- INSTRUCTIONS FOR THE TASK:
Look through the listing and report every line that has "road" in it.

- PROVIDED DATA:
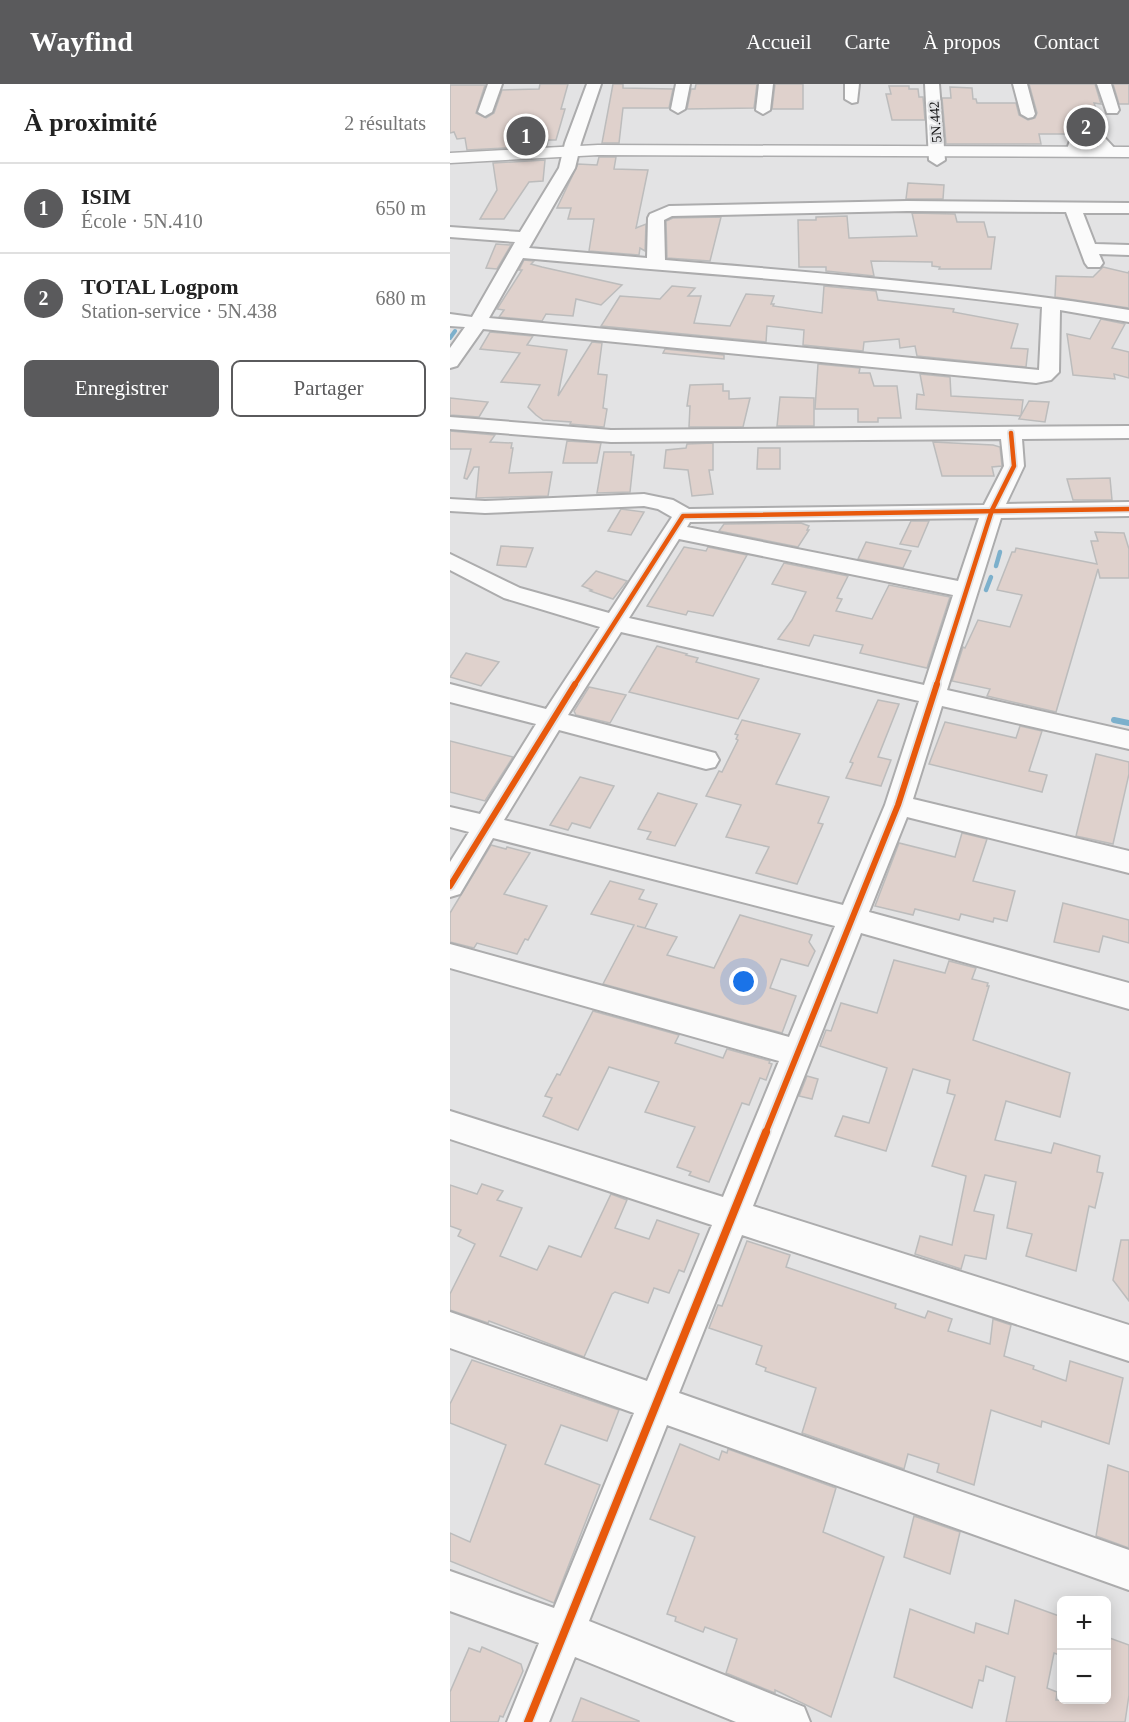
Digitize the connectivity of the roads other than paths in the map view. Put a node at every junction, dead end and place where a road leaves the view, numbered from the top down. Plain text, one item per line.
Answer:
1 (495, 84) edge
2 (594, 84) edge
3 (683, 84) edge
4 (766, 84) edge
5 (932, 84) edge
6 (1020, 84) edge
7 (1104, 84) edge
8 (678, 109) dead end
9 (763, 110) dead end
10 (1112, 110) dead end
11 (485, 112) dead end
12 (1028, 114) dead end
13 (1129, 152) edge
14 (571, 154) junction
15 (937, 155) junction
16 (450, 158) edge
17 (1129, 161) edge
18 (450, 165) edge
19 (1073, 208) junction
20 (1129, 208) edge
21 (450, 232) edge
22 (522, 245) junction
23 (1129, 250) edge
24 (656, 266) junction
25 (1051, 303) junction
26 (1129, 316) edge
27 (450, 320) edge
28 (478, 322) junction
29 (450, 362) edge
30 (450, 423) edge
31 (1129, 432) edge
32 (1011, 433) junction
33 (450, 505) edge
34 (1129, 509) edge
35 (992, 510) junction
36 (679, 524) junction
37 (450, 561) edge
38 (967, 590) junction
39 (615, 623) junction
40 (450, 693) edge
41 (933, 694) junction
42 (552, 720) junction
43 (1129, 740) edge
44 (706, 760) dead end
45 (898, 805) junction
46 (450, 817) edge
47 (487, 825) junction
48 (1129, 862) edge
49 (450, 886) edge
50 (852, 919) junction
51 (450, 956) edge
52 (1129, 996) edge
53 (798, 1053) junction
54 (450, 1125) edge
55 (733, 1214) junction
56 (450, 1330) edge
57 (1129, 1343) edge
58 (656, 1404) junction
59 (1129, 1570) edge
60 (450, 1591) edge
61 (564, 1632) junction
62 (528, 1722) edge
63 (789, 1722) edge

1 - 11 street
2 - 14 street
3 - 8 street
4 - 9 street
5 - 15 street, 5N.442
6 - 12 street
7 - 10 street
13 - 15 main road
14 - 15 main road
14 - 16 main road
14 - 18 main road
14 - 22 street
15 - 17 main road
19 - 20 street
19 - 23 street
19 - 24 street
21 - 22 street
22 - 24 street
22 - 28 street
24 - 25 street
25 - 26 street
25 - 28 street
27 - 28 street
28 - 29 street
30 - 32 street
31 - 32 street
32 - 35 street
33 - 36 street
34 - 35 street
35 - 36 street
35 - 38 street
36 - 38 street
36 - 39 street
37 - 39 street
38 - 41 street
39 - 41 street
39 - 42 street
40 - 42 street
41 - 43 street
41 - 45 street
42 - 44 street
42 - 47 street
45 - 48 street
45 - 50 street
46 - 47 street
47 - 49 street
47 - 50 street
50 - 52 street
50 - 53 street
51 - 53 street
53 - 55 street
54 - 55 street
55 - 57 street
55 - 58 street
56 - 58 street
58 - 59 street
58 - 61 street
60 - 61 street
61 - 62 street
61 - 63 street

- TASK SOLUTION:
Digitize the connectivity of the roads other than paths in the map view. Put a node at every junction, dead end and place where a road leaves the view, numbered from the top down. Plain text, one item per line.
13 - 15 main road
14 - 15 main road
14 - 16 main road
14 - 18 main road
15 - 17 main road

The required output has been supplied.